== Material for the task ==
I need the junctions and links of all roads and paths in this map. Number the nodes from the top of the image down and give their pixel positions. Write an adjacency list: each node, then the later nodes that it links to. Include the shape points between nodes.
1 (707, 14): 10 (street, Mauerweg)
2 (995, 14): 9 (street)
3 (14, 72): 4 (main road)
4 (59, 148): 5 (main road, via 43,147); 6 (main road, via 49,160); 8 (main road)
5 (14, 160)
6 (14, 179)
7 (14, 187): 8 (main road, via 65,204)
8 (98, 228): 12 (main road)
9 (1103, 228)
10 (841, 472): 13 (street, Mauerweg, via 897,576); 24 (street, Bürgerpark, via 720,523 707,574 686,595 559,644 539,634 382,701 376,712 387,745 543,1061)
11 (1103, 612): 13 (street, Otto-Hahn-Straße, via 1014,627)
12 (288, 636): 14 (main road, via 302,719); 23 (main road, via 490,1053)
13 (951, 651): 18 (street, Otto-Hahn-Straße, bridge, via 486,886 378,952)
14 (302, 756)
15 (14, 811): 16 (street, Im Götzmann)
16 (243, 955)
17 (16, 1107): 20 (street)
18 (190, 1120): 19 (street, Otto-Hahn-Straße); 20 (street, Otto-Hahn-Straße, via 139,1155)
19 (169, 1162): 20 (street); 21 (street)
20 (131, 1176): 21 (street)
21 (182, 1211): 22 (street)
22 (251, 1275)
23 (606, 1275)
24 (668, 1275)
===
Problem: Every line of the material must be given again exactly.

Task answer:
I need the junctions and links of all roads and paths in this map. Number the nodes from the top of the image down and give their pixel positions. Write an adjacency list: each node, then the later nodes that it links to. Include the shape points between nodes.
1 (707, 14): 10 (street, Mauerweg)
2 (995, 14): 9 (street)
3 (14, 72): 4 (main road)
4 (59, 148): 5 (main road, via 43,147); 6 (main road, via 49,160); 8 (main road)
5 (14, 160)
6 (14, 179)
7 (14, 187): 8 (main road, via 65,204)
8 (98, 228): 12 (main road)
9 (1103, 228)
10 (841, 472): 13 (street, Mauerweg, via 897,576); 24 (street, Bürgerpark, via 720,523 707,574 686,595 559,644 539,634 382,701 376,712 387,745 543,1061)
11 (1103, 612): 13 (street, Otto-Hahn-Straße, via 1014,627)
12 (288, 636): 14 (main road, via 302,719); 23 (main road, via 490,1053)
13 (951, 651): 18 (street, Otto-Hahn-Straße, bridge, via 486,886 378,952)
14 (302, 756)
15 (14, 811): 16 (street, Im Götzmann)
16 (243, 955)
17 (16, 1107): 20 (street)
18 (190, 1120): 19 (street, Otto-Hahn-Straße); 20 (street, Otto-Hahn-Straße, via 139,1155)
19 (169, 1162): 20 (street); 21 (street)
20 (131, 1176): 21 (street)
21 (182, 1211): 22 (street)
22 (251, 1275)
23 (606, 1275)
24 (668, 1275)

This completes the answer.